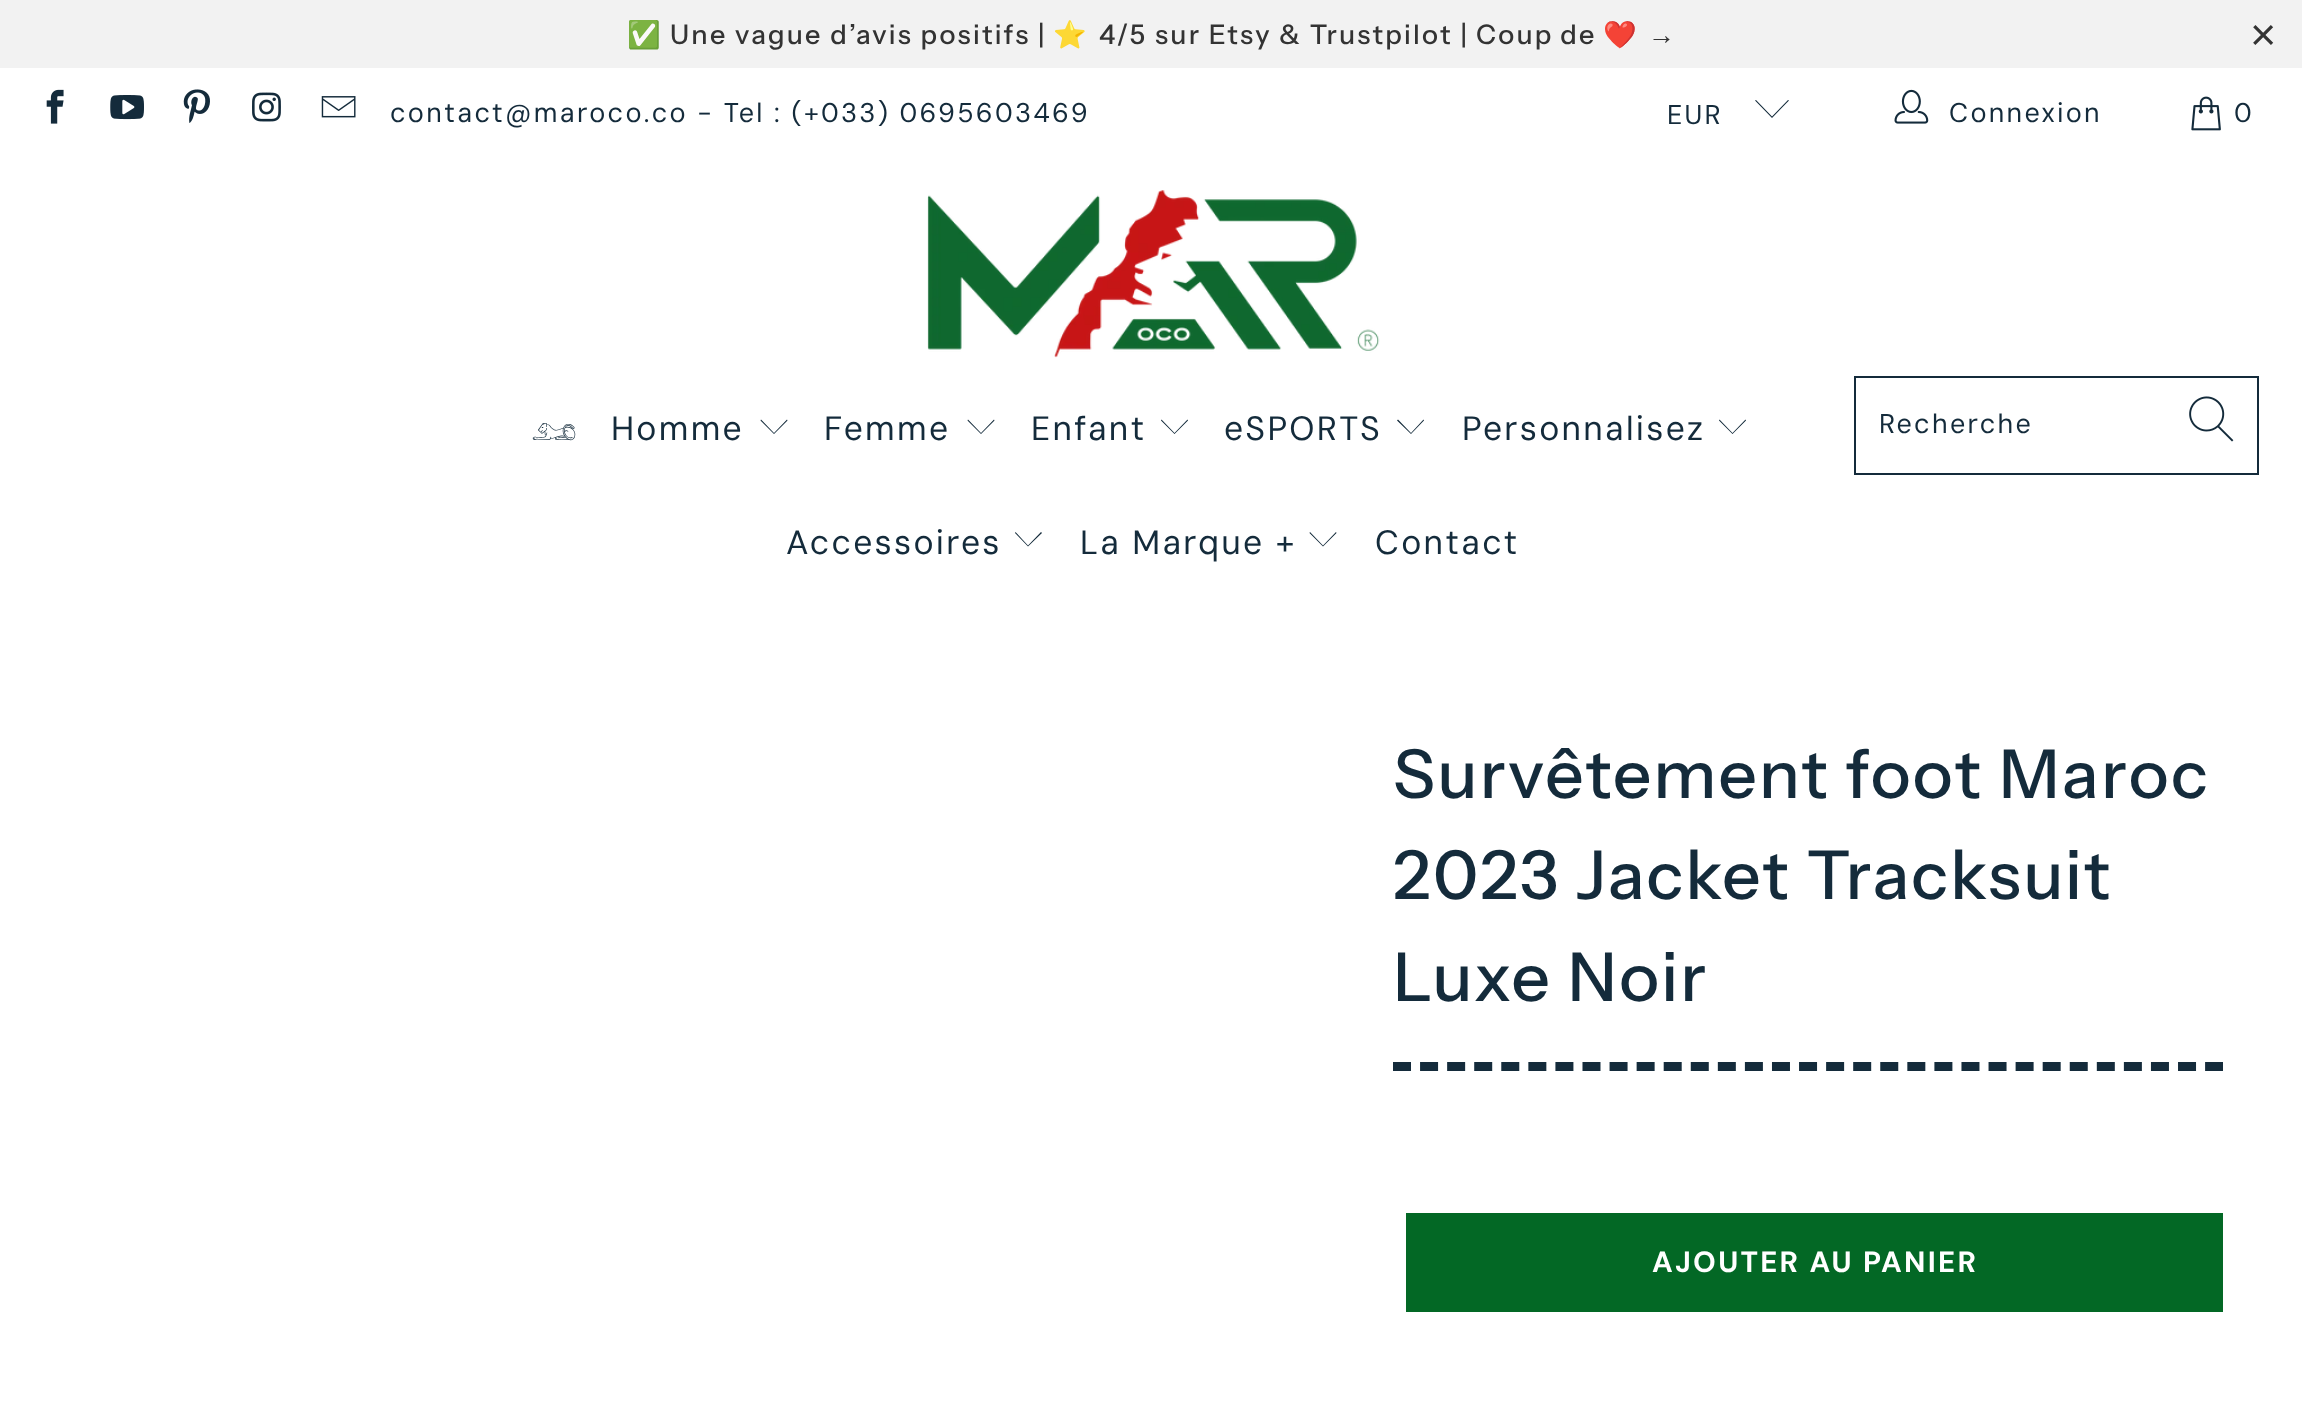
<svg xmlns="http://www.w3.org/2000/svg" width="2302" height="1418">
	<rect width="100%" height="100%" fill="#FFFFFF" />
	<rect x="0" y="0" width="2302" height="68" fill="#F2F2F2" />
	<text x="627" y="44" font-family="Noto Color Emoji" font-size="27" letter-spacing="2.25" fill="#333333">✅</text>
	<text x="670" y="44" font-family="Instrument Sans" font-size="27" font-weight="500" letter-spacing="2.25" fill="#333333">Une vague d’avis positifs |</text>
	<text x="1053" y="44" font-family="Noto Color Emoji" font-size="27" letter-spacing="2.25" fill="#333333">⭐️</text>
	<g font-family="Instrument Sans" font-size="27" font-weight="500" letter-spacing="2.25" fill="#333333">
		<text x="1099" y="44">4/5 sur Etsy &amp; Trustpilot |</text>
		<text x="1476" y="44" word-spacing="-1">Coup de</text>
	</g>
	<text x="1603" y="44" font-family="Noto Color Emoji" font-size="27" letter-spacing="2.25" fill="#333333">❤️</text>
	<text x="1648" y="44" font-family="Liberation Sans" font-size="27" letter-spacing="2.25" fill="#333333">→</text>
	<text x="2250" y="50" font-family="Liberation Sans" font-size="45" letter-spacing="2.25" fill="#333333">×</text>
	<image x="46" y="89" width="18" height="35" href="assets/img1.png" />
	<image x="110" y="95" width="34" height="25" href="assets/img2.png" />
	<image x="183" y="89" width="27" height="34" href="assets/img3.png" />
	<image x="252" y="92" width="29" height="30" href="assets/img4.png" />
	<image x="321" y="96" width="35" height="22" href="assets/img5.png" />
	<g font-family="DM Sans" font-size="27" letter-spacing="2.25" fill="#142B3B">
		<text x="390" y="122">contact@maroco.co - Tel : (+033) 0695603469</text>
		<text x="1667" y="124">EUR</text>
	</g>
	<path d="M1772 118L1755 100.5L1756 100L1772 116.5L1788 100L1789 100.5Z" fill="#142B3B" />
	<image x="1894" y="89" width="35" height="35" href="assets/img6.png" />
	<text x="1949" y="122" font-family="DM Sans" font-size="27" letter-spacing="2.25" fill="#142B3B">Connexion</text>
	<image x="2191" y="96" width="30" height="35" href="assets/img7.png" />
	<text x="2234" y="122" font-family="DM Sans" font-size="27" letter-spacing="2.25" fill="#142B3B">0</text>
	<image x="927" y="190" width="453" height="168" href="assets/img8.png" />
	<text x="531" y="440" font-family="Noto Sans Egyptian Hieroglyphs" font-size="33.75" letter-spacing="2.25" fill="#142B3B">𓃭</text>
	<text x="611" y="440" font-family="DM Sans" font-size="33.75" letter-spacing="2.25" fill="#142B3B">Homme</text>
	<path d="M774 434L760.5 420.5L761 419.5L774 433L787 419.5L787.5 420.5Z" fill="#142B3B" />
	<text x="824" y="440" font-family="DM Sans" font-size="33.75" letter-spacing="2.25" fill="#142B3B">Femme</text>
	<path d="M981 434L967.5 420.5L968 419.5L981 433L994 419.5L994.5 420.5Z" fill="#142B3B" />
	<text x="1031" y="440" font-family="DM Sans" font-size="33.75" letter-spacing="2.25" fill="#142B3B">Enfant</text>
	<path d="M1174.5 434L1161 420.5L1161.5 419.5L1174.5 433L1187.5 419.5L1188 420.5Z" fill="#142B3B" />
	<text x="1224" y="440" font-family="DM Sans" font-size="33.75" letter-spacing="2.25" fill="#142B3B">eSPORTS</text>
	<path d="M1411 434L1397 420.5L1398 419.5L1411 433L1423.5 419.5L1424 420.5Z" fill="#142B3B" />
	<text x="1462" y="440" font-family="DM Sans" font-size="33.75" letter-spacing="2.25" fill="#142B3B">Personnalisez</text>
	<path d="M1732.5 434L1719 420.5L1719.5 419.5L1732.5 433L1745.5 419.5L1746 420.5Z" fill="#142B3B" />
	<text x="786" y="554" font-family="DM Sans" font-size="33.75" letter-spacing="2.25" fill="#142B3B">Accessoires</text>
	<path d="M1028 546.5L1015 533L1015.5 532L1028 545.5L1041 532L1042 533Z" fill="#142B3B" />
	<text x="1080" y="554" font-family="DM Sans" font-size="33.75" letter-spacing="2.25" fill="#142B3B">La Marque +</text>
	<path d="M1323 546.5L1309.5 533L1310 532L1323 545.5L1336 532L1336.5 533Z" fill="#142B3B" />
	<text x="1375" y="554" font-family="DM Sans" font-size="33.75" letter-spacing="2.25" fill="#142B3B">Contact</text>
	<rect x="1855" y="377" width="403" height="97" fill="none" stroke="#142B3B" stroke-width="2" />
	<text x="1879" y="433" font-family="DM Sans" font-size="27" letter-spacing="2.25" fill="#142B3B">Recherche</text>
	<image x="2189" y="396" width="45" height="46" href="assets/img9.png" />
	<g font-family="Instrument Sans" font-size="67.5" font-weight="500" letter-spacing="2.25" fill="#142B3B">
		<text x="1393" y="798">Survêtement foot Maroc</text>
		<text x="1393" y="899">2023 Jacket Tracksuit</text>
		<text x="1393" y="1001">Luxe Noir</text>
	</g>
	<path d="M1393 1066.5H2223" fill="none" stroke="#142B3B" stroke-width="9" stroke-dasharray="18 9.07" />
	<rect x="1406" y="1213" width="817" height="99" fill="#036825" />
	<text x="1652" y="1272" font-family="DM Sans" font-size="29.25" font-weight="700" letter-spacing="2.25" fill="#FFFFFF">AJOUTER AU PANIER</text>
</svg>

·····

### Work to be completed
Read each line of the material, and wherever the word "Liberation" turns up, copy that line.

### Answer box
	<text x="1648" y="44" font-family="Liberation Sans" font-size="27" letter-spacing="2.25" fill="#333333">→</text>
	<text x="2250" y="50" font-family="Liberation Sans" font-size="45" letter-spacing="2.25" fill="#333333">×</text>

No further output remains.